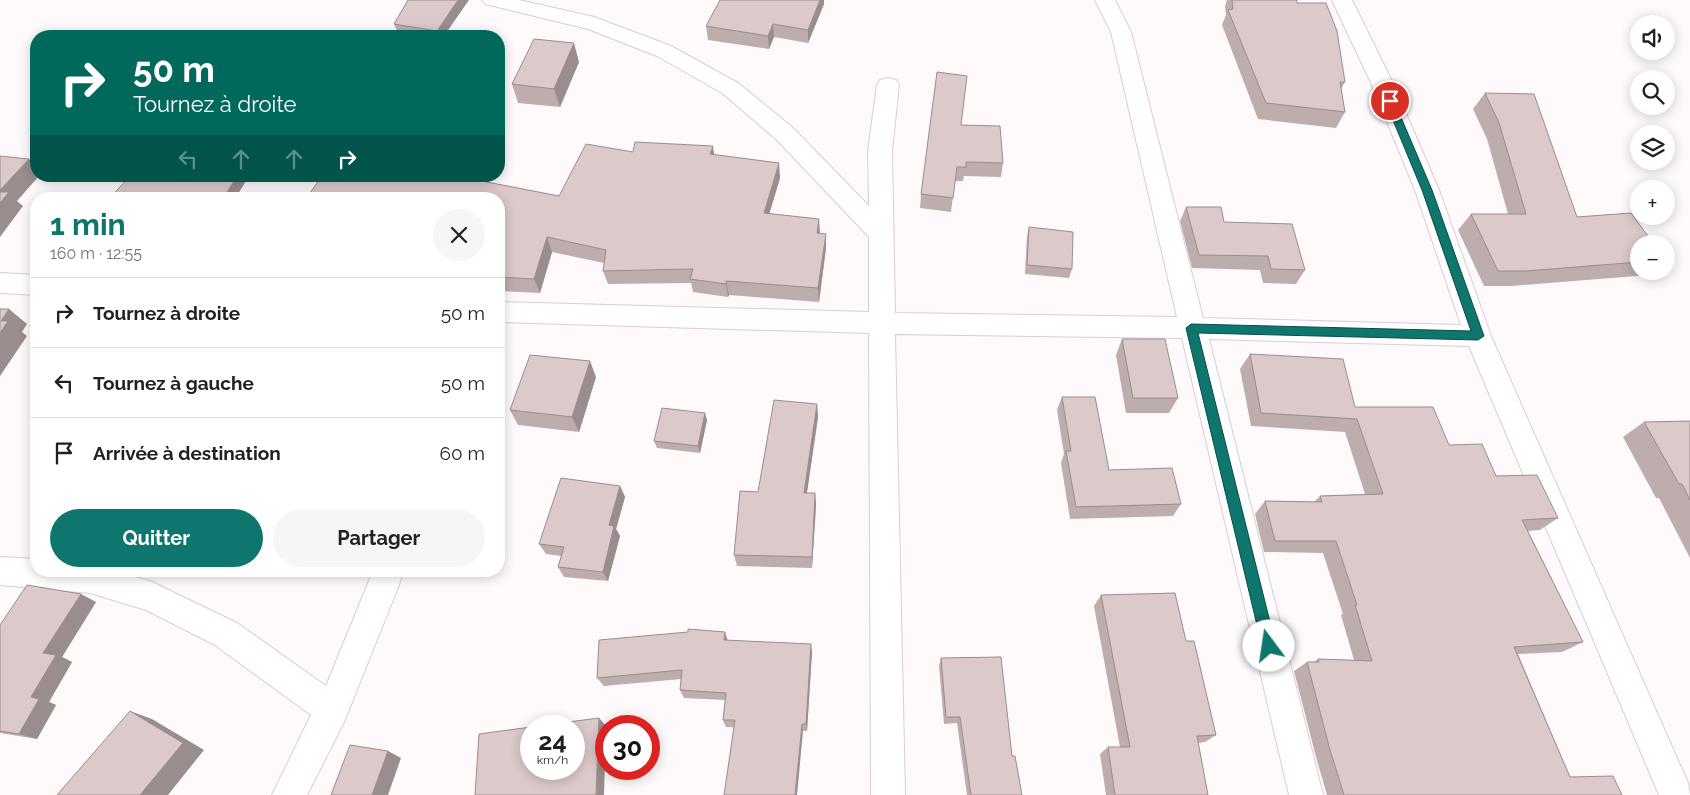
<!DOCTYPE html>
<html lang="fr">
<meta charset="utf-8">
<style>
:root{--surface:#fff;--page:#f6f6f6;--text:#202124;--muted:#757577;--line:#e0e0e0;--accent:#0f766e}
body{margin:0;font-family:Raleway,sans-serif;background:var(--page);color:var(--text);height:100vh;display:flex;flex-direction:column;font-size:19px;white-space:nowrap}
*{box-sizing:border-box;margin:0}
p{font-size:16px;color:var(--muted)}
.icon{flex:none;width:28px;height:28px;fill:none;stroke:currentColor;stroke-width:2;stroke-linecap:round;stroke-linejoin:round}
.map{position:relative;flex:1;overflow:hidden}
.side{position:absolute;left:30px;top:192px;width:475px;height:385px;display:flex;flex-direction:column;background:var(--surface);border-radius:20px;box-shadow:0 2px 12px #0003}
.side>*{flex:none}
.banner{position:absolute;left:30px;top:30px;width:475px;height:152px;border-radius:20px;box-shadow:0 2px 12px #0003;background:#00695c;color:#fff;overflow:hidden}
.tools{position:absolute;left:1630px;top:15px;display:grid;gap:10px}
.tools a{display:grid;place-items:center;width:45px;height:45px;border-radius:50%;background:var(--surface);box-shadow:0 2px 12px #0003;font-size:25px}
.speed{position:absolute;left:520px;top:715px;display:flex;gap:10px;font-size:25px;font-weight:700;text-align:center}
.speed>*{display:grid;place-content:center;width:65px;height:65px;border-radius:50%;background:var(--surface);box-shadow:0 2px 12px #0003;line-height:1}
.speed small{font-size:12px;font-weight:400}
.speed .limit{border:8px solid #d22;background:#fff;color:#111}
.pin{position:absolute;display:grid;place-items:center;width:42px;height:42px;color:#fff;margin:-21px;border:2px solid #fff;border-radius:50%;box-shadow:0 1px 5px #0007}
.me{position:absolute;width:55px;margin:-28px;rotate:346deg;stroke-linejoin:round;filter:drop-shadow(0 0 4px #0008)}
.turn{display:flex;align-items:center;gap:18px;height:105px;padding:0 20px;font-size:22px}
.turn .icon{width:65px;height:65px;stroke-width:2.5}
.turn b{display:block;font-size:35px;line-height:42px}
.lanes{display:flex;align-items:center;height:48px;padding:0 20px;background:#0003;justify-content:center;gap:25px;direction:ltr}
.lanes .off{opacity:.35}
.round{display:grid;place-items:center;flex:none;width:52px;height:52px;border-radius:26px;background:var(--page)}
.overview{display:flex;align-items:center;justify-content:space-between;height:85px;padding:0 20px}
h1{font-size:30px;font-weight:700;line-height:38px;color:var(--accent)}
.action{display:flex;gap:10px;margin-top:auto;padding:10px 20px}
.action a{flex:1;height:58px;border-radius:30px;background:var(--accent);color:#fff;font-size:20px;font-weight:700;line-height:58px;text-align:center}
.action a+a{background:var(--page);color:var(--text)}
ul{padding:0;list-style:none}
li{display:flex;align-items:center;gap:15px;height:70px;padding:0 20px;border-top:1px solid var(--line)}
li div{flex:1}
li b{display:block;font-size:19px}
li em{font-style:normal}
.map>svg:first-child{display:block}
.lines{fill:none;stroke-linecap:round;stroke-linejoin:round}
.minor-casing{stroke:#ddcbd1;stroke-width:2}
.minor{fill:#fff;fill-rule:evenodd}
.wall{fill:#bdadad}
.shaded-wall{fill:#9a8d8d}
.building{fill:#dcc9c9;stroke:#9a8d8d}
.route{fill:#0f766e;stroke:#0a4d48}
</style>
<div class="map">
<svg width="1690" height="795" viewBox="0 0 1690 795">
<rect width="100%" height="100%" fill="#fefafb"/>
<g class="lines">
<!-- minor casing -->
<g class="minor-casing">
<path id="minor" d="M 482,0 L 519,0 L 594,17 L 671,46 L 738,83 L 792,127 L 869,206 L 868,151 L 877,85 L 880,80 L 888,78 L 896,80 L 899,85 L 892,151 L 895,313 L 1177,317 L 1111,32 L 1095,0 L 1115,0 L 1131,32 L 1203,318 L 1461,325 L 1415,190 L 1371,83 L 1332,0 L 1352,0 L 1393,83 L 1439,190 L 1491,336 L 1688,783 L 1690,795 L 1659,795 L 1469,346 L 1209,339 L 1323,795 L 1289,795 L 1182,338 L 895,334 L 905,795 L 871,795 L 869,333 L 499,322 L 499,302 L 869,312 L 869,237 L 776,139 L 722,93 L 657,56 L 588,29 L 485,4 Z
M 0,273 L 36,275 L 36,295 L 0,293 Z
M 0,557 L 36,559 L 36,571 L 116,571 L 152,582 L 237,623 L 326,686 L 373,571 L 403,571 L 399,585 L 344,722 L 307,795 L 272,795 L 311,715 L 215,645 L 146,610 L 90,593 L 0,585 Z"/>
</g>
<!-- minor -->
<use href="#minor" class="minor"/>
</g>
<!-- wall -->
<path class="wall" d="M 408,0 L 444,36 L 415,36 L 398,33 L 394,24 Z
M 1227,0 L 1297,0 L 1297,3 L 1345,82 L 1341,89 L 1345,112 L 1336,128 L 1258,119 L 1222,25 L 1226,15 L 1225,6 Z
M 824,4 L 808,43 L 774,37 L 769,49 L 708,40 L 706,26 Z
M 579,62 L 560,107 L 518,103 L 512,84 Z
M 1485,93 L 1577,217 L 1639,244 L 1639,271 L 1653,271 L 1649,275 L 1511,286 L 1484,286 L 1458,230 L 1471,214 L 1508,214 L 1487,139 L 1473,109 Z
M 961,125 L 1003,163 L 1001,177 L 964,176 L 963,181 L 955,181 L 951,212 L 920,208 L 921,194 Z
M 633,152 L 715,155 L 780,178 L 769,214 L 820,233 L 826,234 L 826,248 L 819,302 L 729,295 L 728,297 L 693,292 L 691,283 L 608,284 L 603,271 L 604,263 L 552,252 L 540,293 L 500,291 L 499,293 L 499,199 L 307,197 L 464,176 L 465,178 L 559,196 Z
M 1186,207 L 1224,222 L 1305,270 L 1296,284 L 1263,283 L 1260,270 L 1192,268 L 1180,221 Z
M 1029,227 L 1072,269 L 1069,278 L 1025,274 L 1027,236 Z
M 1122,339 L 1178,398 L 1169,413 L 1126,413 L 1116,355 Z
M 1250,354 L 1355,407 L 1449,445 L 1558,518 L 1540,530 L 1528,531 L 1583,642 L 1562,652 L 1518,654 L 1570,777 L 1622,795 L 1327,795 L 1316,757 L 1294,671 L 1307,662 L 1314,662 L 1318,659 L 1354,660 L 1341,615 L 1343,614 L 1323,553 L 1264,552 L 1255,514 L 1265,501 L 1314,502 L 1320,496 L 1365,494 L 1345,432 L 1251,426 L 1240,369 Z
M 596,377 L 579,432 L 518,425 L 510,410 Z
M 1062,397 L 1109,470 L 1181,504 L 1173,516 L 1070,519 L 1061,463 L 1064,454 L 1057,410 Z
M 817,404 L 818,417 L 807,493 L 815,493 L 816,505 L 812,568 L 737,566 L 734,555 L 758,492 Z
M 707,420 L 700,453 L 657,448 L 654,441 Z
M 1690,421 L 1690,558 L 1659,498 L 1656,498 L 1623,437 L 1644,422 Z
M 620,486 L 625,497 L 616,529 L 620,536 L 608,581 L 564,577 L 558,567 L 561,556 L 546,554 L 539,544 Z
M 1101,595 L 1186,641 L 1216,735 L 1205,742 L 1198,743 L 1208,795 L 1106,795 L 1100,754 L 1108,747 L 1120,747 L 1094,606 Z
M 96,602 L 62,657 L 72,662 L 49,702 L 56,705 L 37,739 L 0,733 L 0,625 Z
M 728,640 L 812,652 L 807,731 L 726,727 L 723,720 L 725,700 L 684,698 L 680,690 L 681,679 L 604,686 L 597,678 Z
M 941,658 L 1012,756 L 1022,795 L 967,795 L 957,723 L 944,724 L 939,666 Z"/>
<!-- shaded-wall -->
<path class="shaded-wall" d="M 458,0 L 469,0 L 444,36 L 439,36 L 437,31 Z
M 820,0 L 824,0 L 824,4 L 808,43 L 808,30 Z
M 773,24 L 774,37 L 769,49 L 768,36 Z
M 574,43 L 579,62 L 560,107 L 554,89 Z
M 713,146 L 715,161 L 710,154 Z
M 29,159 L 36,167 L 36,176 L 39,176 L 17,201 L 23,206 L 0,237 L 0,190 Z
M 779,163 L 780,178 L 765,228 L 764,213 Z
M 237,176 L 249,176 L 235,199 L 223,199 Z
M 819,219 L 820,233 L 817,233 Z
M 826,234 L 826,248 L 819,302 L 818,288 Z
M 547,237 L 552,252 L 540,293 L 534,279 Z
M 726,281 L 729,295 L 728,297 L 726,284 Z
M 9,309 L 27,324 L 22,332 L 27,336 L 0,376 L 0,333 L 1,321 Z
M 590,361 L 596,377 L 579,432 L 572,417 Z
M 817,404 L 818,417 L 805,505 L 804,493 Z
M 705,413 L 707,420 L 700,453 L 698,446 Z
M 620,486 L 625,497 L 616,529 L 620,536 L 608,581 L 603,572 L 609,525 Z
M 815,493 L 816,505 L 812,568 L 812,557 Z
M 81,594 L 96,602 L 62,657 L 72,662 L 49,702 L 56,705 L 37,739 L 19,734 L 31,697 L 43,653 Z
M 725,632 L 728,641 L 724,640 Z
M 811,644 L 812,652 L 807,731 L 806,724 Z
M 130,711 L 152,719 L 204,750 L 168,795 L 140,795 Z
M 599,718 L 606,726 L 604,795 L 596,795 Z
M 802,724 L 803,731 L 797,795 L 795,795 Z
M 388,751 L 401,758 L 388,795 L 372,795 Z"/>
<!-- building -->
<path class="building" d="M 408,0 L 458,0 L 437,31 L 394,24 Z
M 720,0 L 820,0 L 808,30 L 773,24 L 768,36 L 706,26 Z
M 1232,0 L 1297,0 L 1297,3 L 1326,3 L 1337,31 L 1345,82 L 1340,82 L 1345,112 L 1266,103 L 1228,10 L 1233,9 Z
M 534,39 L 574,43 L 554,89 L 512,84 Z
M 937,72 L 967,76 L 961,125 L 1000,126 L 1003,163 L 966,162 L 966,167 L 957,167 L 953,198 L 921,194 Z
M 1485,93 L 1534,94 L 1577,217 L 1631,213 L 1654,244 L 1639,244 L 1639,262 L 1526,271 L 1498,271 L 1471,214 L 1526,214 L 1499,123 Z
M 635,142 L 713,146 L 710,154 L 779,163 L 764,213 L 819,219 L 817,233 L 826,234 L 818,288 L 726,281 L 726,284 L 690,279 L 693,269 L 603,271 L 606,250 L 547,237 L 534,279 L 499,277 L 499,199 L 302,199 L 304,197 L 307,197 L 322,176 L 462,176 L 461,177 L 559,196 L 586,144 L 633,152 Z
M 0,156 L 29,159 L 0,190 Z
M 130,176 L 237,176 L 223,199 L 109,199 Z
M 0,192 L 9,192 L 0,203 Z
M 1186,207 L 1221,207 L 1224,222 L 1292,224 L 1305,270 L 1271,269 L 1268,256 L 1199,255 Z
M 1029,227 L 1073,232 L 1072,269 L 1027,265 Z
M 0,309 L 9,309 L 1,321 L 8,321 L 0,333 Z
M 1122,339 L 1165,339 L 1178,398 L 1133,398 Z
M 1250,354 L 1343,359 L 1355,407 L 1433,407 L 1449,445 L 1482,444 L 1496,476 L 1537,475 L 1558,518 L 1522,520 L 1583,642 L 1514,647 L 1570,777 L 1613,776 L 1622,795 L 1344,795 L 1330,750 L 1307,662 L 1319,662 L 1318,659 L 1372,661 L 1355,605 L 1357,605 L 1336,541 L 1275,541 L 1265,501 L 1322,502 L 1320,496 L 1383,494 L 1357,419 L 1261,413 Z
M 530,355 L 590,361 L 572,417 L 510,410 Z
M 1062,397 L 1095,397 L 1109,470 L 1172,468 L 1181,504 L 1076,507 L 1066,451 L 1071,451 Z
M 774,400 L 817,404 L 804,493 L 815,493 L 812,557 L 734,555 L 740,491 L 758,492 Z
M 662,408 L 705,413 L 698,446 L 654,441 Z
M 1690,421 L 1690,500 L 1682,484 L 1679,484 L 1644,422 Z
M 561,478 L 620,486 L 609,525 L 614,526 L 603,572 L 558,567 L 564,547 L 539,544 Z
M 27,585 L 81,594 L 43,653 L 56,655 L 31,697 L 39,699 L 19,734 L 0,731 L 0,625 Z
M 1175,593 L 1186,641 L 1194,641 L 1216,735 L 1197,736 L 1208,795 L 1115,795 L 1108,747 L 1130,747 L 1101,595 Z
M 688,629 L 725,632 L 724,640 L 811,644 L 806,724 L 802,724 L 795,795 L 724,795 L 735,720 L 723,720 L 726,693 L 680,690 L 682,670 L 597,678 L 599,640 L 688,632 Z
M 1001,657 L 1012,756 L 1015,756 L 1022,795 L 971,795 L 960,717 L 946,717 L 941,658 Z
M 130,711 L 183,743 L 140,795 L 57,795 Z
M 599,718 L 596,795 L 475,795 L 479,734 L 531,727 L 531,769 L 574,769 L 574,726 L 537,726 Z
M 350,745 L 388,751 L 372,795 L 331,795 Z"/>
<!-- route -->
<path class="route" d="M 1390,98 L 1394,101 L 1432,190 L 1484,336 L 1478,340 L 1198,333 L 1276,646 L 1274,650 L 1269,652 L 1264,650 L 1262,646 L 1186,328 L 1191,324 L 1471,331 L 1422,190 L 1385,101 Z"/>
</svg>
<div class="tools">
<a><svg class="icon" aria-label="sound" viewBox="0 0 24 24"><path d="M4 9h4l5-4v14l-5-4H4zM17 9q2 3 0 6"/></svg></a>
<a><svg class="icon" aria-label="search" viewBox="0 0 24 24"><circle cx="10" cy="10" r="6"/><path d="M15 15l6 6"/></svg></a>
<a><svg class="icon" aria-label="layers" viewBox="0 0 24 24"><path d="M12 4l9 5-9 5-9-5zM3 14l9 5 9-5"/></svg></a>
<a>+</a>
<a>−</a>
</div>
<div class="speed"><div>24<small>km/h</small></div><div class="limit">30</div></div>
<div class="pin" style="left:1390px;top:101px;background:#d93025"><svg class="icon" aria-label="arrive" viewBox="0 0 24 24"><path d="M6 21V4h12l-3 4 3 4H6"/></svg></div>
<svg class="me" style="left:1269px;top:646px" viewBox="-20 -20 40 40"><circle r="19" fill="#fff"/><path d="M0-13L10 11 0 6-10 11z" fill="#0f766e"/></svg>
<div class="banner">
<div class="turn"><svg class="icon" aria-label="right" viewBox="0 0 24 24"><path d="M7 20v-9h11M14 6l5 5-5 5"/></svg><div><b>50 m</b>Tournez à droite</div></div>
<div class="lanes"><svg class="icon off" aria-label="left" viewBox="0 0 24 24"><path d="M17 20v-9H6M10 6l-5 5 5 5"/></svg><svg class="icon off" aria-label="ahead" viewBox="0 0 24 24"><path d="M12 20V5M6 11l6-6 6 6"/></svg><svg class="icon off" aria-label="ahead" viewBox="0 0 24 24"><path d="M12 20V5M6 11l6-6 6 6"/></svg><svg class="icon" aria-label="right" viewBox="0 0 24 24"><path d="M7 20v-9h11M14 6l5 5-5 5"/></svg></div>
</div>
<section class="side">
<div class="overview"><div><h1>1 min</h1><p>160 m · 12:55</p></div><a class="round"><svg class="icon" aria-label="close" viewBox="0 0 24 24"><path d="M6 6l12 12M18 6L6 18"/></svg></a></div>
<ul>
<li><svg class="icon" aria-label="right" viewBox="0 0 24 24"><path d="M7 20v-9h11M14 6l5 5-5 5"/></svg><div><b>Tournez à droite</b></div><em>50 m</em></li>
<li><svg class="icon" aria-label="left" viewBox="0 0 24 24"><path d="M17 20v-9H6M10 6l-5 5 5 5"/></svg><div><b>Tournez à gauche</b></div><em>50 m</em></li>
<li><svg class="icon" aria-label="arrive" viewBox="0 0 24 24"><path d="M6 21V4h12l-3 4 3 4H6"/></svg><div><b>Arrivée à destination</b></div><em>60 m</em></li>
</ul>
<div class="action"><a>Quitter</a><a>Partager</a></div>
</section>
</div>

■ **DIRECTIONS FOR THIS TASK**
Copy the lines of the entries above that mention "linecap".

■ **FINISHED EXERCISE**
.icon{flex:none;width:28px;height:28px;fill:none;stroke:currentColor;stroke-width:2;stroke-linecap:round;stroke-linejoin:round}
.lines{fill:none;stroke-linecap:round;stroke-linejoin:round}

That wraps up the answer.